L’économiste en chef de la Commonwealth Bank, Luke Yeaman, a déclaré qu’il y a quelques semaines à peine, les marchés pensaient qu’il existait de bonnes chances d’une offre mondiale excédentaire de pétrole qui ramènerait les prix entre 60 et 70 dollars le baril.
Mais il a ajouté que les nouvelles hostilités, en plus des attaques des Houthis, de la guerre en Russie et de l’épuisement des réserves mondiales, signifiaient qu’il y avait une réelle chance que le pétrole atteigne 150 dollars le baril d’ici huit à dix semaines.
« Le temps presse », a-t-il déclaré à cet en-tête.
Yeaman a déclaré qu’une hausse des prix du pétrole entraînerait une hausse de l’inflation intérieure, ce qui en soi entraînerait probablement une augmentation des taux d’intérêt officiels par la Banque de réserve. Mais la banque pourrait alors se retrouver à réduire ses taux pour faire face au ralentissement de l’économie.
« On pourrait assister à une impulsion de stagflation, avec une inflation plus élevée à court terme, mais la croissance redescendrait alors en dessous de son potentiel », a-t-il déclaré.
Le Premier ministre Anthony Albanese annoncera mardi un financement fédéral de 4 millions de dollars pour une étude de préfaisabilité sur une raffinerie de pétrole en Australie occidentale qui sera construite par la société d’énergie et d’engrais Perdaman. Le pays ne compte que deux raffineries – dans le Queensland et à Victoria – et aucune nouvelle n’a été créée depuis les années 1960.

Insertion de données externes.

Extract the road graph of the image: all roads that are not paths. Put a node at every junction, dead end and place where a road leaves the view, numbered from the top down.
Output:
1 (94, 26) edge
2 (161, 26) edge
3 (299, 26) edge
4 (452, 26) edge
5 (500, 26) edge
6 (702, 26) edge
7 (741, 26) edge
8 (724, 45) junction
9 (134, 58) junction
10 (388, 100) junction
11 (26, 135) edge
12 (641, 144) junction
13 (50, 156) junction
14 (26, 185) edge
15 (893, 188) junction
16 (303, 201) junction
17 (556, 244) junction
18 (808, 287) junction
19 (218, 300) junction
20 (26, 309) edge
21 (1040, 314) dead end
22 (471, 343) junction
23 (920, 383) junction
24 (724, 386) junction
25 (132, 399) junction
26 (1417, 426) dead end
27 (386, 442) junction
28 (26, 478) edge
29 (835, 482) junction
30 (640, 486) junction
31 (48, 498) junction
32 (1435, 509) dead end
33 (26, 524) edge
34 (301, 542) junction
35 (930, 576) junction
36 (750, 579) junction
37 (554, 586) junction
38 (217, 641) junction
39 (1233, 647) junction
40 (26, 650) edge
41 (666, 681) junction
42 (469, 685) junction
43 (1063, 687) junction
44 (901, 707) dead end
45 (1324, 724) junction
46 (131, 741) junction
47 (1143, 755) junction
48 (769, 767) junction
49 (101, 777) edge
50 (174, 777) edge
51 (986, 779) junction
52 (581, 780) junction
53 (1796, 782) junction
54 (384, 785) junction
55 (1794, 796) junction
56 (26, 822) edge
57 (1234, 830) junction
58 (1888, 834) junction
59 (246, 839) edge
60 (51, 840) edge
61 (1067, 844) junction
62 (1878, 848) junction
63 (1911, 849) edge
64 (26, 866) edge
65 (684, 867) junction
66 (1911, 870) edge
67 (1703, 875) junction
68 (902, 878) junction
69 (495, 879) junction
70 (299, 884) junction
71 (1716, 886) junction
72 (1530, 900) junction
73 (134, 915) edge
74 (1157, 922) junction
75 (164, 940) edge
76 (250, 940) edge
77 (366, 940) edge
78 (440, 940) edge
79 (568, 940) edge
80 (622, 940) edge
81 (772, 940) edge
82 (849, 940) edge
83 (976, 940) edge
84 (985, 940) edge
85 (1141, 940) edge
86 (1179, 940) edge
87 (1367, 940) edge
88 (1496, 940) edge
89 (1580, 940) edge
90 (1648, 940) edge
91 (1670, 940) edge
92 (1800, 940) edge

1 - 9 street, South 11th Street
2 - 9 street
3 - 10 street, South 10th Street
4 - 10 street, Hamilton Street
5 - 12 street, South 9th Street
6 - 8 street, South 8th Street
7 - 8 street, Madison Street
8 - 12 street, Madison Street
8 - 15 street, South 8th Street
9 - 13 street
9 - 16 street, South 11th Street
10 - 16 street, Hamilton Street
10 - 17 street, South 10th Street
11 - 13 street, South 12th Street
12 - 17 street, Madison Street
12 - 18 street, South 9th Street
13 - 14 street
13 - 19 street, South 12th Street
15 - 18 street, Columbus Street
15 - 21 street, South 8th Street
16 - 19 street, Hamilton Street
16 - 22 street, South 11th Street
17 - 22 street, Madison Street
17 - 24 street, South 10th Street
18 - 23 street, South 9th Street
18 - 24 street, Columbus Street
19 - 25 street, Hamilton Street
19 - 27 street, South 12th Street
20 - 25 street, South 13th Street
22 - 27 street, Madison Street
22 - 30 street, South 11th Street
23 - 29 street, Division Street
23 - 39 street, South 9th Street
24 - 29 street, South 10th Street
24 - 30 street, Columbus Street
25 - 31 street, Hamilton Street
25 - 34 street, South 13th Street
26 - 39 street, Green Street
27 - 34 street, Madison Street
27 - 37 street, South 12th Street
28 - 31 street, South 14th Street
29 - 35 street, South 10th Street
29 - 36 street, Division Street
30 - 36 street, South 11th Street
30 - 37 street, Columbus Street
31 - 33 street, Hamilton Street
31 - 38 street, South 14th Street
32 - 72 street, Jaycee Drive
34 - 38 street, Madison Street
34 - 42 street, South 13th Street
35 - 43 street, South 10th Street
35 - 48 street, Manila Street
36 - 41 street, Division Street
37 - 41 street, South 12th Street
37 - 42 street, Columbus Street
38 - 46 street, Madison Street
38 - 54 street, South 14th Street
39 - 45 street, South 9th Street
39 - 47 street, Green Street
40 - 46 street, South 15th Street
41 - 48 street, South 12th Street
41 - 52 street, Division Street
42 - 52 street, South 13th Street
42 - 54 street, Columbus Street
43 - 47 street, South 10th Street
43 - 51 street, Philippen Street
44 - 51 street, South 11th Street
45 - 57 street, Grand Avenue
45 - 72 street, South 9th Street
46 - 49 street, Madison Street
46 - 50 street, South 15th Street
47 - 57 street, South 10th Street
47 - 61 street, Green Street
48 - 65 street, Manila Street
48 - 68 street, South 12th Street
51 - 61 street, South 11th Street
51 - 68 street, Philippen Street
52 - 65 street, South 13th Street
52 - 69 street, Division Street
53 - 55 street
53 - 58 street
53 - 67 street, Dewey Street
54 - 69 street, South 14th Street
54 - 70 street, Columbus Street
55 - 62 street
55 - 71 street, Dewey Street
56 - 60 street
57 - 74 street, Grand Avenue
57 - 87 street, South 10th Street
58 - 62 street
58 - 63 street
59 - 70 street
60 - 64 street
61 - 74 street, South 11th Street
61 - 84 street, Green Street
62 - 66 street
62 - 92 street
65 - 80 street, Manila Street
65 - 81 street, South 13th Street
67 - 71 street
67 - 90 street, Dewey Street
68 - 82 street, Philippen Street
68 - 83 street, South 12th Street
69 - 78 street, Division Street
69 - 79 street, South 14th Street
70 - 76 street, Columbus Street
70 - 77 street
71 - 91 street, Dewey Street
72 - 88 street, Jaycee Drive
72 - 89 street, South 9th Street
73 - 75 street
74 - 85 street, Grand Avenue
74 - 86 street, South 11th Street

« Plus la guerre au Moyen-Orient se prolonge, plus l’impact sur l’Australie sera grand, et mon gouvernement continuera à faire tout ce qui est en son pouvoir pour protéger l’Australie des pires effets – et nous préparer pour l’avenir », a-t-il déclaré.
Alors que les prix de l’essence sont sur le point de grimper, le marché de l’électricité donne des raisons d’être optimiste, car les énergies renouvelables et les batteries dissocient les prix de l’électricité australiens de la volatilité du marché mondial de l’énergie.
L’électricité produite au charbon est tombée à son plus bas niveau jamais enregistré au deuxième trimestre de l’année, et le gaz a atteint son plus bas niveau depuis 20 ans, alors que la production d’énergie renouvelable et en particulier la production de batteries a augmenté, selon le dernier rapport du régulateur australien du marché de l’énergie.
En conséquence, le prix de gros du trimestre dernier, qui correspond au coût d’achat de l’électricité pour les détaillants, a diminué de 47 pour cent par rapport à la même période de l’année dernière.
Un changement majeur sur le marché de l’électricité au cours de l’année dernière est la montée en puissance des batteries, notamment à l’échelle du réseau et dans les installations domestiques, qui ont explosé grâce au programme de remise du gouvernement albanais.
Les batteries stockent une énergie solaire abondante et bon marché qui inonde le réseau pendant la journée pour la décharger après le coucher du soleil, et l’augmentation du volume de stockage des batteries dans le réseau a réduit le coût de la pointe de l’après-midi, qui se produit généralement à partir d’environ 18 heures, lorsque la production solaire diminue et que la demande d’électricité augmente alors que des millions de personnes commencent à rentrer chez elles pour allumer les lumières et les appareils électroménagers.